• [Your assignment]: Scan the records below. List lines holding "سخنة".
(Material shown Opens)
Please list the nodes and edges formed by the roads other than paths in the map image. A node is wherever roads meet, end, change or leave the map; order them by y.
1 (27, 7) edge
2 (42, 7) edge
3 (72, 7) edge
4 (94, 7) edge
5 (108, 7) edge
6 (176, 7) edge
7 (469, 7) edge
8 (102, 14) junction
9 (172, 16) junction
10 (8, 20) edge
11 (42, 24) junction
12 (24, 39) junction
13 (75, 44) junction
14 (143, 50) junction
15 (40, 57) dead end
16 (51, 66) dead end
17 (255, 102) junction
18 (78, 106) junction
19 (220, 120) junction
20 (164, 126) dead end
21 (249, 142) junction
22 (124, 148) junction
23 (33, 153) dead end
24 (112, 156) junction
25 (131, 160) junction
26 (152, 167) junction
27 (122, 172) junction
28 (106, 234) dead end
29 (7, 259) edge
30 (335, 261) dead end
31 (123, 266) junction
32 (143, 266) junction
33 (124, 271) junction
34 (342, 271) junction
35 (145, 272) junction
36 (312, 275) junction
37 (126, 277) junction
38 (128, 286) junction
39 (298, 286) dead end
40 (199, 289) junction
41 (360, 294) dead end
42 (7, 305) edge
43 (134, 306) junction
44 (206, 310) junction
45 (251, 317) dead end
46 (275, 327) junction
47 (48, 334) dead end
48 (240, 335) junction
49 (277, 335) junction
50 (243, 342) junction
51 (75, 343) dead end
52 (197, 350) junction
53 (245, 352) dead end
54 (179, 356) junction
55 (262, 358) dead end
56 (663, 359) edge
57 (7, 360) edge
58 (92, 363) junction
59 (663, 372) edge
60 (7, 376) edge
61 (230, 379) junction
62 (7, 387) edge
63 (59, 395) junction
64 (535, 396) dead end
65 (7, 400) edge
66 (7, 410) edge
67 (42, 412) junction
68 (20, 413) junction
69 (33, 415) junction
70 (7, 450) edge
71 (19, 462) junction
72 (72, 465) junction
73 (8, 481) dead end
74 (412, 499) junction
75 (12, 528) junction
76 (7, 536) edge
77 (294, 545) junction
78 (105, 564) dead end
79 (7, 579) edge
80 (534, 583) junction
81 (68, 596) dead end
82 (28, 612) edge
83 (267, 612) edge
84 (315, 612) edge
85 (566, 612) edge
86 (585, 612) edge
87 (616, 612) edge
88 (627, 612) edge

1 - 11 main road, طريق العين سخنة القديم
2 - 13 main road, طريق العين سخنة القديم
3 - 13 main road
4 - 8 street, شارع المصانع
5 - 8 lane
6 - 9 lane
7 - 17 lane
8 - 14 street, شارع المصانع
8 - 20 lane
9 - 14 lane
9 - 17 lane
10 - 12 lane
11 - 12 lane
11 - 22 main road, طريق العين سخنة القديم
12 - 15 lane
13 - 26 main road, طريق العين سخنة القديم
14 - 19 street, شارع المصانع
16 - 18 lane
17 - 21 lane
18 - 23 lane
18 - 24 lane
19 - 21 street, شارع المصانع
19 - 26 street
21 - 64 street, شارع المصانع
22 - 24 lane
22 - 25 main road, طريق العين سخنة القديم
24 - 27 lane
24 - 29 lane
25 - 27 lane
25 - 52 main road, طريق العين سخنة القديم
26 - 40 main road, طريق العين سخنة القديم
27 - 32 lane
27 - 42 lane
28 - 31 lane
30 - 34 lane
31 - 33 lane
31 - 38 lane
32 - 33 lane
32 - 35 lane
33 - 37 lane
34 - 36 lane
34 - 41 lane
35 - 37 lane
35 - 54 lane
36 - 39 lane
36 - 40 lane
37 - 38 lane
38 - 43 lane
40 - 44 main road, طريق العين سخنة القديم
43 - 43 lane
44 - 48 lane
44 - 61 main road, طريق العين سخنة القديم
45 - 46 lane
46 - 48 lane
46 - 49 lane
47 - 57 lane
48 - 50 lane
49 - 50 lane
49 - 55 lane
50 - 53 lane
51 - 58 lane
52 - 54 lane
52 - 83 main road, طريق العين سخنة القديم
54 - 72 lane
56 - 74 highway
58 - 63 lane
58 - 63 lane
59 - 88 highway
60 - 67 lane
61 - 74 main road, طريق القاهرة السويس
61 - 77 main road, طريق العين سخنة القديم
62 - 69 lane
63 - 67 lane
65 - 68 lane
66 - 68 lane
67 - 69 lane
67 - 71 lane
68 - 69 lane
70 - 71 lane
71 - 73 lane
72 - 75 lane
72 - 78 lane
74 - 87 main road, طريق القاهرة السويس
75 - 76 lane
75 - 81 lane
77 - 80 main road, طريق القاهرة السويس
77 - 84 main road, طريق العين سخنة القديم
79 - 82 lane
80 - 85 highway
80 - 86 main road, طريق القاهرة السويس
(Material shown Closes)
• [Written reply]:
1 - 11 main road, طريق العين سخنة القديم
2 - 13 main road, طريق العين سخنة القديم
11 - 22 main road, طريق العين سخنة القديم
13 - 26 main road, طريق العين سخنة القديم
22 - 25 main road, طريق العين سخنة القديم
25 - 52 main road, طريق العين سخنة القديم
26 - 40 main road, طريق العين سخنة القديم
40 - 44 main road, طريق العين سخنة القديم
44 - 61 main road, طريق العين سخنة القديم
52 - 83 main road, طريق العين سخنة القديم
61 - 77 main road, طريق العين سخنة القديم
77 - 84 main road, طريق العين سخنة القديم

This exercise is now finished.